▸ WORK REQUEST: If a line of the data below holds the word "junctions", list it.

▸ INPUT MATERIAL:
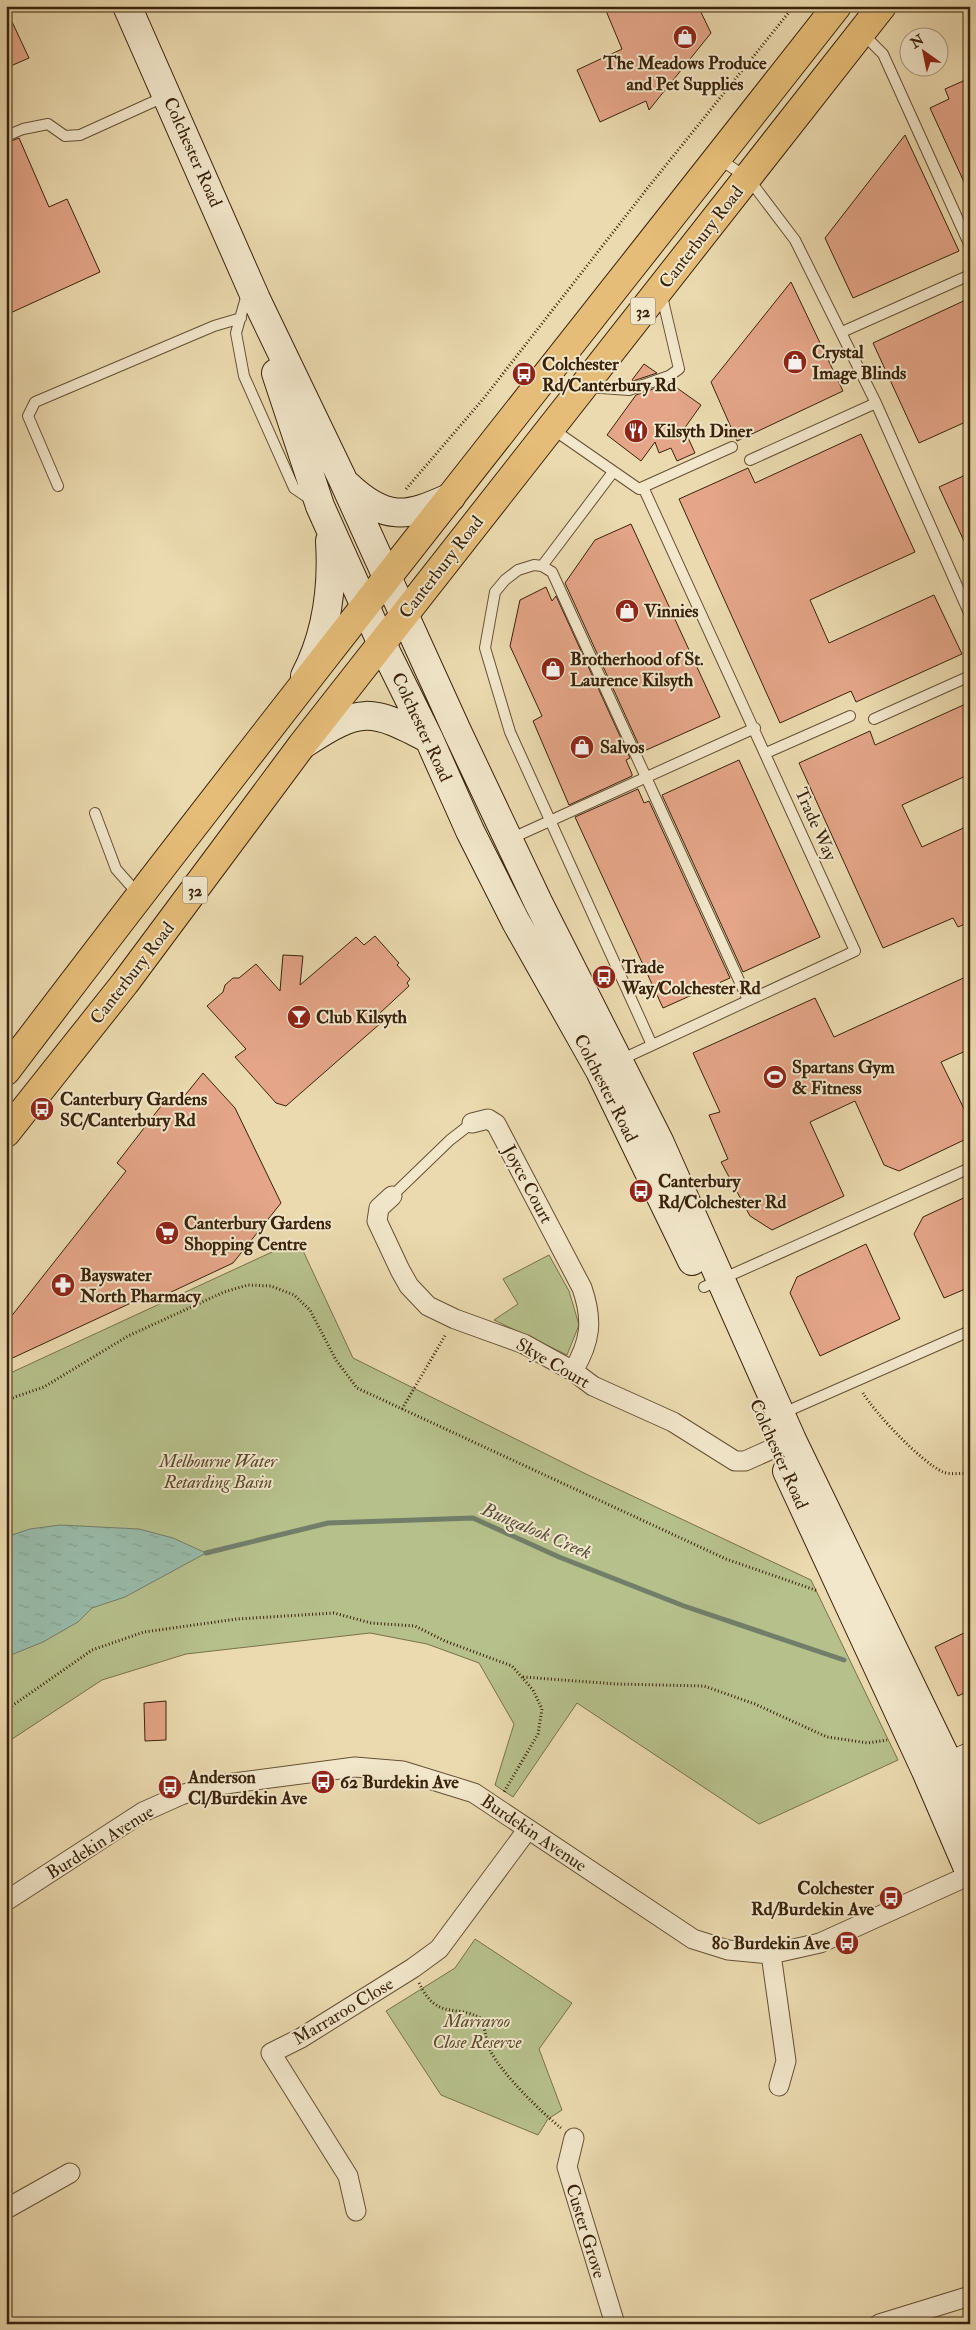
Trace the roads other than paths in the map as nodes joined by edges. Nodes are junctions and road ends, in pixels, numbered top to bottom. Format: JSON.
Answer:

--

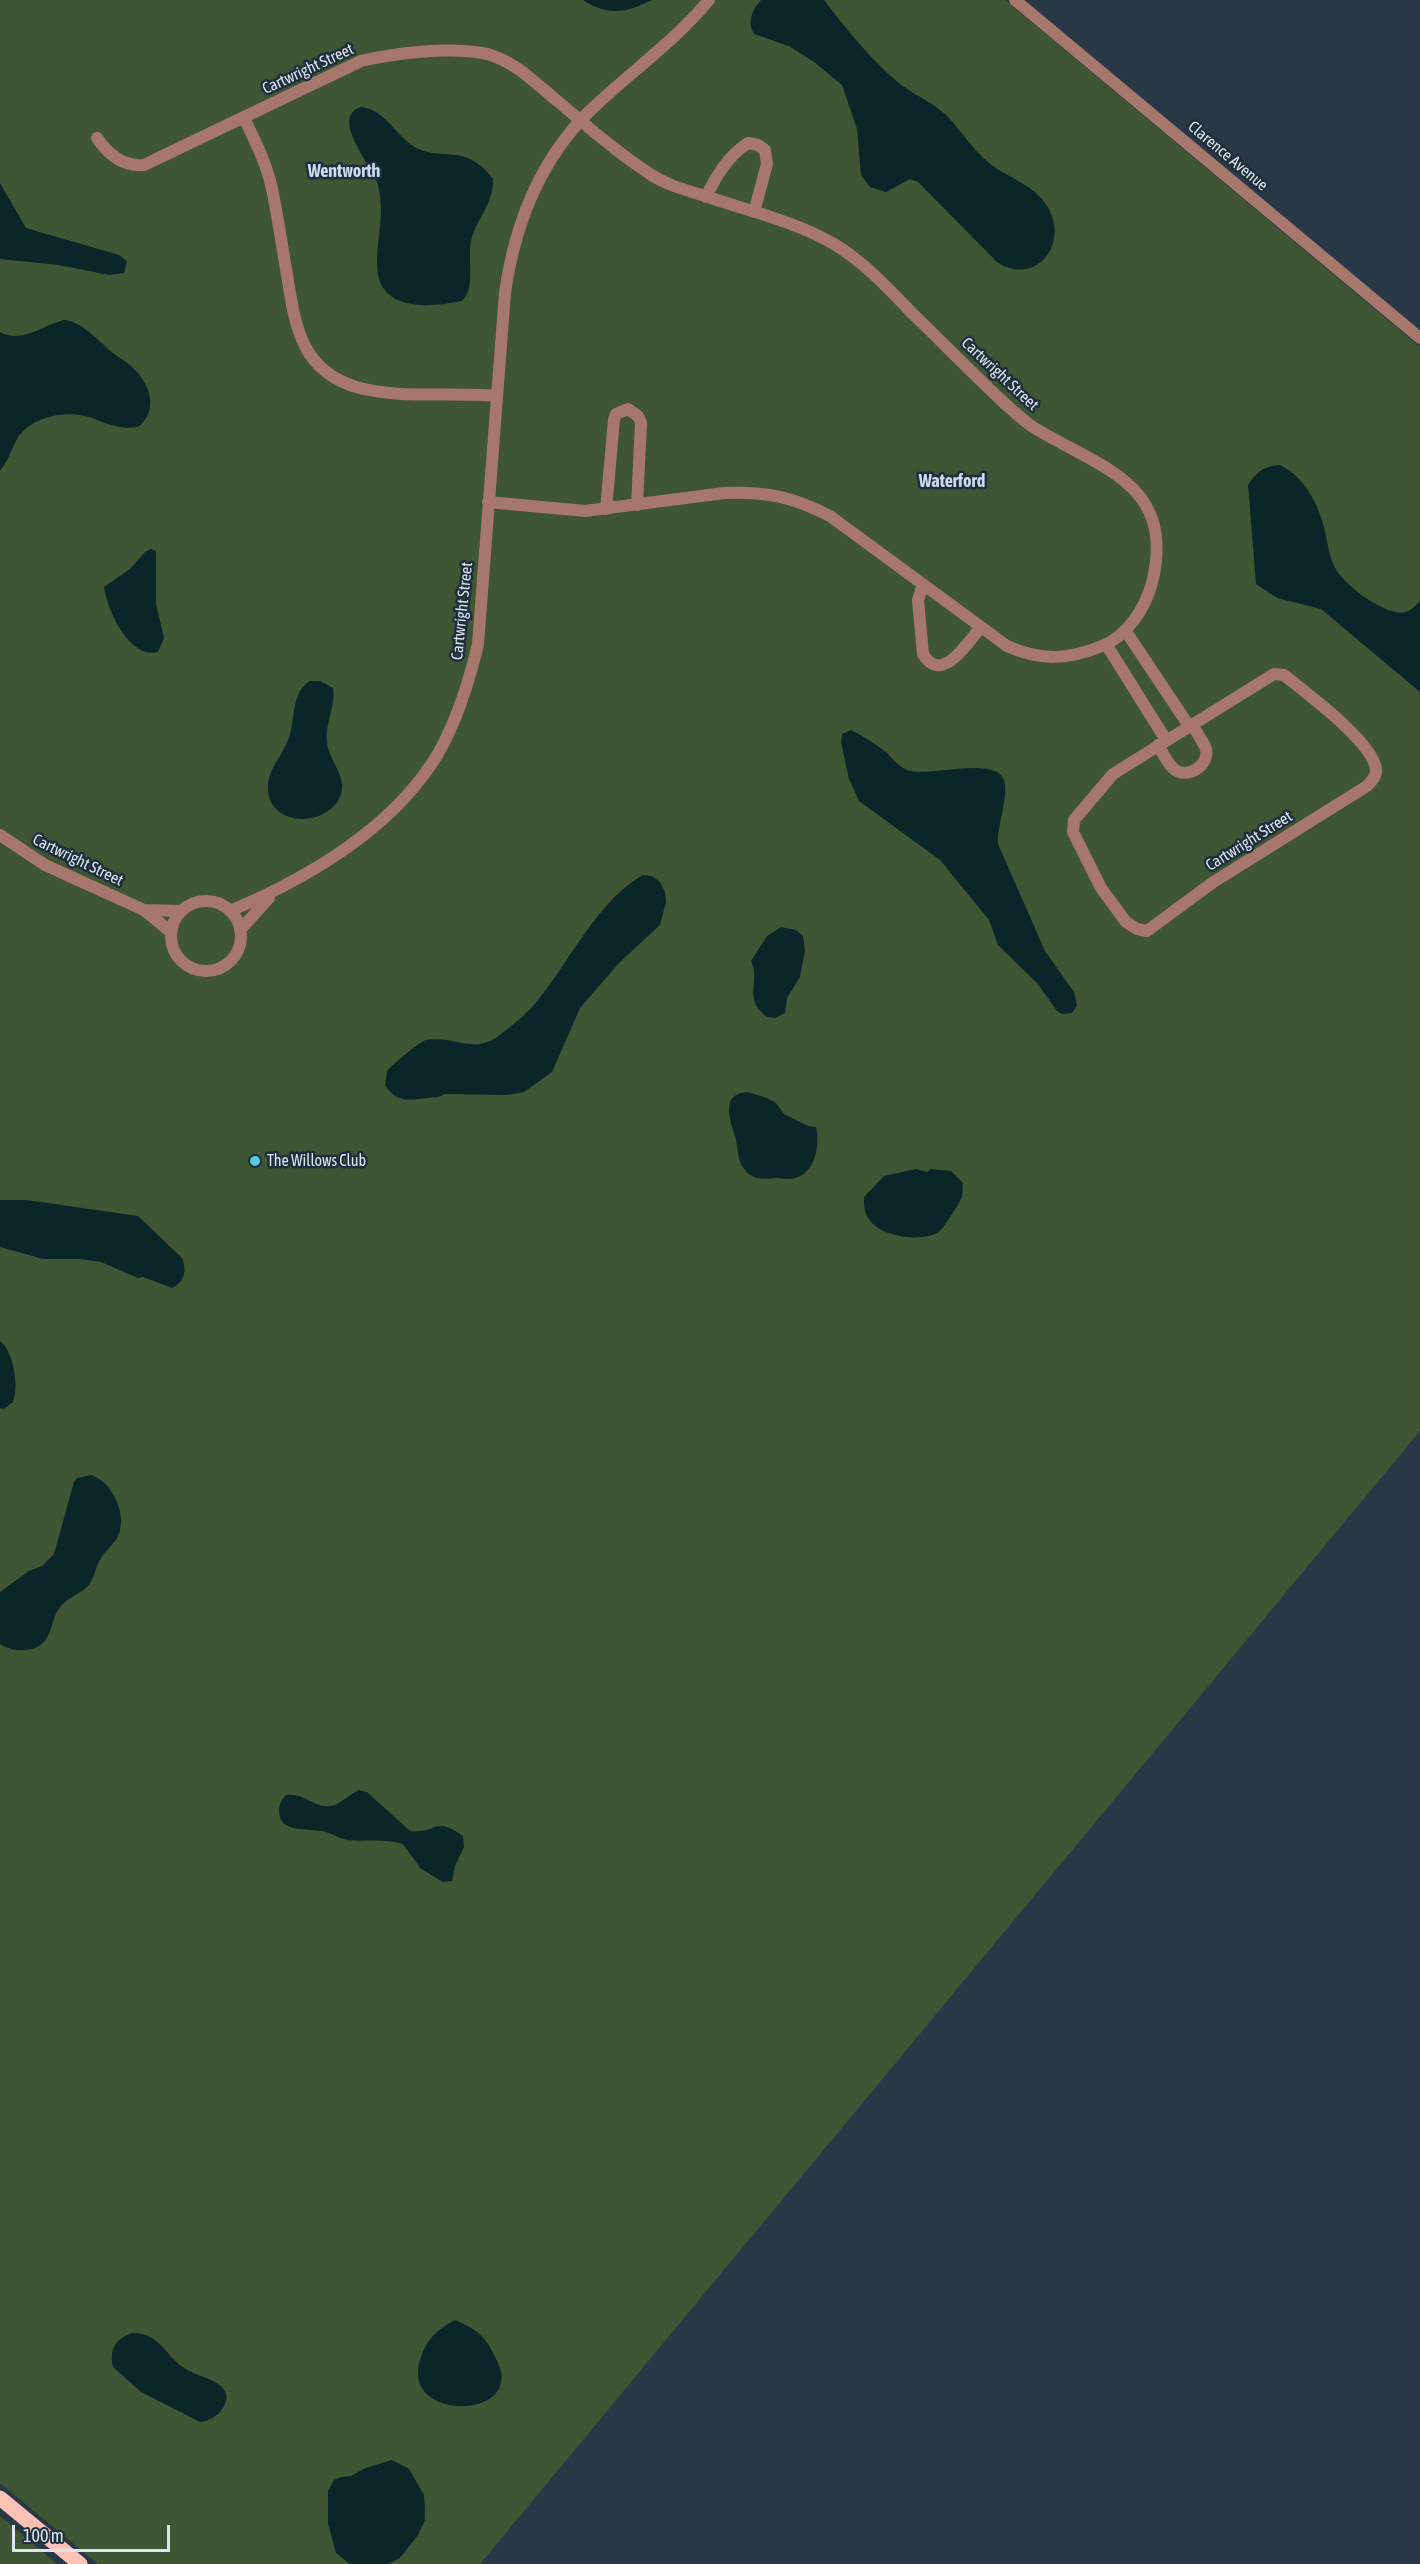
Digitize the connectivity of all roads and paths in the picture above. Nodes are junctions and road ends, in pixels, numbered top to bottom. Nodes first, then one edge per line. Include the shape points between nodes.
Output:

▸ RESPONSE TO THIS TASK:
Trace the roads other than paths in the map as nodes joined by edges. Nodes are junctions and road ends, in pixels, numbered top to bottom. Format: JSON.
Digitize the connectivity of all roads and paths in the picture above. Nodes are junctions and road ends, in pixels, numbered top to bottom. Nodes first, then one edge per line. Include the shape points between nodes.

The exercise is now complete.